— WORK INSTRUCTION —
Copy the listing exactly; drop the pictures.

— DATA FOR REVIEW —

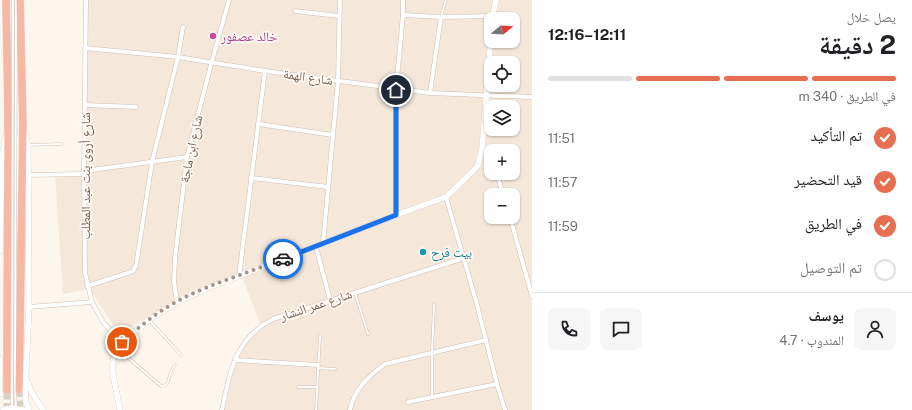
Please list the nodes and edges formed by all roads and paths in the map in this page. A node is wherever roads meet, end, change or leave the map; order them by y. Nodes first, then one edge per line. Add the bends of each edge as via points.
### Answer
1 (6, 0) edge
2 (14, 0) edge
3 (20, 0) edge
4 (86, 0) edge
5 (229, 0) edge
6 (340, 0) edge
7 (403, 0) edge
8 (446, 0) edge
9 (496, 0) edge
10 (295, 11) dead end
11 (494, 12) edge
12 (403, 15) junction
13 (339, 16) junction
14 (441, 17) junction
15 (484, 18) edge
16 (184, 27) dead end
17 (85, 48) junction
18 (490, 48) edge
19 (178, 57) junction
20 (212, 62) junction
21 (264, 71) junction
22 (338, 81) junction
23 (396, 90) junction
24 (430, 93) junction
25 (486, 96) junction
26 (532, 97) edge
27 (85, 106) junction
28 (136, 107) dead end
29 (258, 124) junction
30 (8, 127) junction
31 (23, 128) junction
32 (333, 135) junction
33 (61, 144) dead end
34 (28, 145) junction
35 (187, 157) junction
36 (152, 162) junction
37 (84, 173) junction
38 (28, 175) junction
39 (251, 178) junction
40 (499, 180) dead end
41 (328, 187) junction
42 (501, 188) edge
43 (446, 198) junction
44 (396, 215) junction
45 (512, 224) edge
46 (323, 244) junction
47 (316, 247) junction
48 (0, 251) edge
49 (464, 258) junction
50 (239, 276) junction
51 (87, 286) junction
52 (355, 293) junction
53 (532, 296) edge
54 (330, 300) junction
55 (92, 302) junction
56 (177, 302) junction
57 (434, 305) dead end
58 (29, 307) junction
59 (149, 320) junction
60 (368, 334) dead end
61 (320, 336) dead end
62 (486, 340) junction
63 (122, 342) junction
64 (117, 348) junction
65 (432, 352) junction
66 (181, 355) dead end
67 (0, 359) edge
68 (235, 360) junction
69 (175, 365) dead end
70 (318, 366) junction
71 (335, 369) dead end
72 (26, 375) junction
73 (497, 384) junction
74 (298, 387) dead end
75 (317, 387) junction
76 (7, 390) tunnel mouth
77 (20, 390) tunnel mouth
78 (0, 394) tunnel mouth
79 (432, 397) junction
80 (408, 402) dead end
81 (14, 409) edge
82 (3, 410) edge
83 (24, 410) edge
84 (29, 410) edge
85 (44, 410) edge
86 (120, 410) edge
87 (222, 410) edge
88 (316, 410) edge
89 (350, 410) edge
90 (505, 410) edge

1 - 30 highway
2 - 81 lane
2 - 81 lane
3 - 31 highway
4 - 17 street, شارع أروى بنت عبد المطلب
5 - 20 street, شارع ابن ماجة
6 - 13 street
7 - 12 street
8 - 14 lane
9 - 11 street
10 - 13 street
12 - 14 street
12 - 23 street
13 - 22 street
14 - 15 street
14 - 24 street
16 - 19 street
17 - 19 street, شارع الهمة
17 - 27 street, شارع أروى بنت عبد المطلب
18 - 25 street
19 - 20 street, شارع الهمة
19 - 36 street
20 - 21 street, شارع الهمة
20 - 35 street, شارع ابن ماجة
21 - 22 street, شارع الهمة
21 - 29 street
22 - 23 street, شارع الهمة
22 - 32 street
23 - 24 street, شارع الهمة
23 - 44 street
24 - 25 street, شارع الهمة
25 - 26 street, شارع الهمة
25 - 43 street via 482,148 478,164 468,178
27 - 28 street
27 - 37 street, شارع أروى بنت عبد المطلب
29 - 32 street
29 - 39 street
30 - 48 street via 2,156
30 - 76 highway
31 - 34 street
31 - 77 highway
32 - 41 street
33 - 34 lane
34 - 38 street
35 - 36 street
35 - 56 street, شارع ابن ماجة via 175,258 174,282
36 - 37 street
36 - 51 street via 136,266 133,271
37 - 38 street
37 - 51 street, شارع أروى بنت عبد المطلب
38 - 58 street
39 - 41 street
39 - 50 street
40 - 42 street
41 - 46 street
43 - 44 street
43 - 49 street
44 - 46 street
45 - 53 street
46 - 47 street
47 - 50 street
47 - 54 street
49 - 52 street, شارع عمر النشار
49 - 62 street
50 - 56 street
51 - 55 street, شارع أروى بنت عبد المطلب
52 - 54 street, شارع عمر النشار
52 - 60 lane
54 - 68 street, شارع عمر النشار via 262,324 246,340
55 - 58 street
55 - 63 street, شارع أروى بنت عبد المطلب via 103,322
56 - 59 street
57 - 65 lane
58 - 72 street
59 - 63 street
59 - 66 lane
61 - 70 lane
62 - 65 street
62 - 73 street
63 - 64 street
64 - 69 lane via 161,386 166,386
64 - 86 street via 112,369
65 - 79 lane
65 - 89 street via 385,364 364,382
67 - 78 street
68 - 70 street
68 - 87 street, شارع عمر النشار
70 - 71 lane
70 - 75 lane
72 - 84 street via 25,397
72 - 85 street via 32,393
73 - 79 street
73 - 90 street
74 - 75 lane
75 - 88 lane
79 - 80 street
81 - 82 street
81 - 83 street

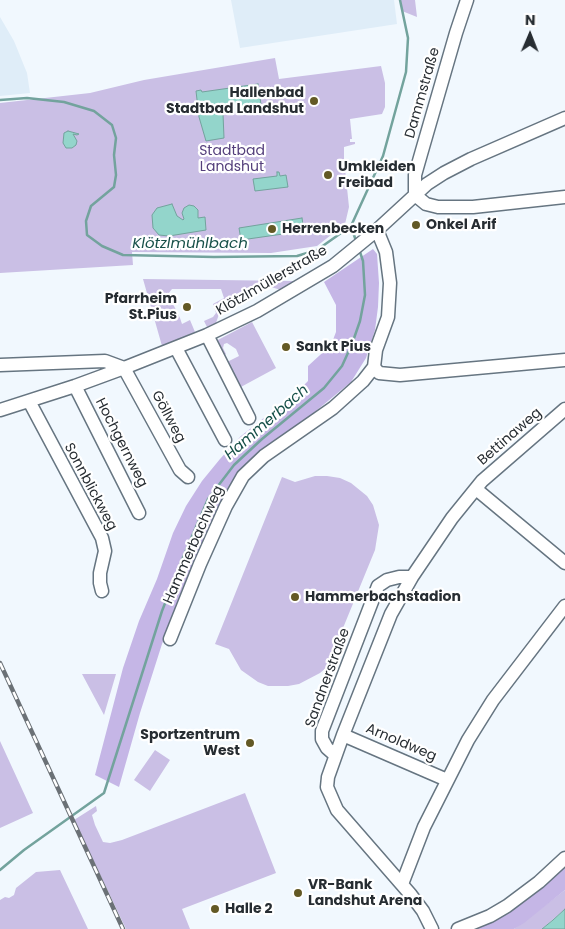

— SOLUTION FOR THIS EXERCISE —
Please list the nodes and edges formed by all roads and paths in the map in this page. A node is wherever roads meet, end, change or leave the map; order them by y. Nodes first, then one edge per line. Add the bends of each edge as via points.
### Answer
1 (6, 0) edge
2 (14, 0) edge
3 (20, 0) edge
4 (86, 0) edge
5 (229, 0) edge
6 (340, 0) edge
7 (403, 0) edge
8 (446, 0) edge
9 (496, 0) edge
10 (295, 11) dead end
11 (494, 12) edge
12 (403, 15) junction
13 (339, 16) junction
14 (441, 17) junction
15 (484, 18) edge
16 (184, 27) dead end
17 (85, 48) junction
18 (490, 48) edge
19 (178, 57) junction
20 (212, 62) junction
21 (264, 71) junction
22 (338, 81) junction
23 (396, 90) junction
24 (430, 93) junction
25 (486, 96) junction
26 (532, 97) edge
27 (85, 106) junction
28 (136, 107) dead end
29 (258, 124) junction
30 (8, 127) junction
31 (23, 128) junction
32 (333, 135) junction
33 (61, 144) dead end
34 (28, 145) junction
35 (187, 157) junction
36 (152, 162) junction
37 (84, 173) junction
38 (28, 175) junction
39 (251, 178) junction
40 (499, 180) dead end
41 (328, 187) junction
42 (501, 188) edge
43 (446, 198) junction
44 (396, 215) junction
45 (512, 224) edge
46 (323, 244) junction
47 (316, 247) junction
48 (0, 251) edge
49 (464, 258) junction
50 (239, 276) junction
51 (87, 286) junction
52 (355, 293) junction
53 (532, 296) edge
54 (330, 300) junction
55 (92, 302) junction
56 (177, 302) junction
57 (434, 305) dead end
58 (29, 307) junction
59 (149, 320) junction
60 (368, 334) dead end
61 (320, 336) dead end
62 (486, 340) junction
63 (122, 342) junction
64 (117, 348) junction
65 (432, 352) junction
66 (181, 355) dead end
67 (0, 359) edge
68 (235, 360) junction
69 (175, 365) dead end
70 (318, 366) junction
71 (335, 369) dead end
72 (26, 375) junction
73 (497, 384) junction
74 (298, 387) dead end
75 (317, 387) junction
76 (7, 390) tunnel mouth
77 (20, 390) tunnel mouth
78 (0, 394) tunnel mouth
79 (432, 397) junction
80 (408, 402) dead end
81 (14, 409) edge
82 (3, 410) edge
83 (24, 410) edge
84 (29, 410) edge
85 (44, 410) edge
86 (120, 410) edge
87 (222, 410) edge
88 (316, 410) edge
89 (350, 410) edge
90 (505, 410) edge

1 - 30 highway
2 - 81 lane
2 - 81 lane
3 - 31 highway
4 - 17 street, شارع أروى بنت عبد المطلب
5 - 20 street, شارع ابن ماجة
6 - 13 street
7 - 12 street
8 - 14 lane
9 - 11 street
10 - 13 street
12 - 14 street
12 - 23 street
13 - 22 street
14 - 15 street
14 - 24 street
16 - 19 street
17 - 19 street, شارع الهمة
17 - 27 street, شارع أروى بنت عبد المطلب
18 - 25 street
19 - 20 street, شارع الهمة
19 - 36 street
20 - 21 street, شارع الهمة
20 - 35 street, شارع ابن ماجة
21 - 22 street, شارع الهمة
21 - 29 street
22 - 23 street, شارع الهمة
22 - 32 street
23 - 24 street, شارع الهمة
23 - 44 street
24 - 25 street, شارع الهمة
25 - 26 street, شارع الهمة
25 - 43 street via 482,148 478,164 468,178
27 - 28 street
27 - 37 street, شارع أروى بنت عبد المطلب
29 - 32 street
29 - 39 street
30 - 48 street via 2,156
30 - 76 highway
31 - 34 street
31 - 77 highway
32 - 41 street
33 - 34 lane
34 - 38 street
35 - 36 street
35 - 56 street, شارع ابن ماجة via 175,258 174,282
36 - 37 street
36 - 51 street via 136,266 133,271
37 - 38 street
37 - 51 street, شارع أروى بنت عبد المطلب
38 - 58 street
39 - 41 street
39 - 50 street
40 - 42 street
41 - 46 street
43 - 44 street
43 - 49 street
44 - 46 street
45 - 53 street
46 - 47 street
47 - 50 street
47 - 54 street
49 - 52 street, شارع عمر النشار
49 - 62 street
50 - 56 street
51 - 55 street, شارع أروى بنت عبد المطلب
52 - 54 street, شارع عمر النشار
52 - 60 lane
54 - 68 street, شارع عمر النشار via 262,324 246,340
55 - 58 street
55 - 63 street, شارع أروى بنت عبد المطلب via 103,322
56 - 59 street
57 - 65 lane
58 - 72 street
59 - 63 street
59 - 66 lane
61 - 70 lane
62 - 65 street
62 - 73 street
63 - 64 street
64 - 69 lane via 161,386 166,386
64 - 86 street via 112,369
65 - 79 lane
65 - 89 street via 385,364 364,382
67 - 78 street
68 - 70 street
68 - 87 street, شارع عمر النشار
70 - 71 lane
70 - 75 lane
72 - 84 street via 25,397
72 - 85 street via 32,393
73 - 79 street
73 - 90 street
74 - 75 lane
75 - 88 lane
79 - 80 street
81 - 82 street
81 - 83 street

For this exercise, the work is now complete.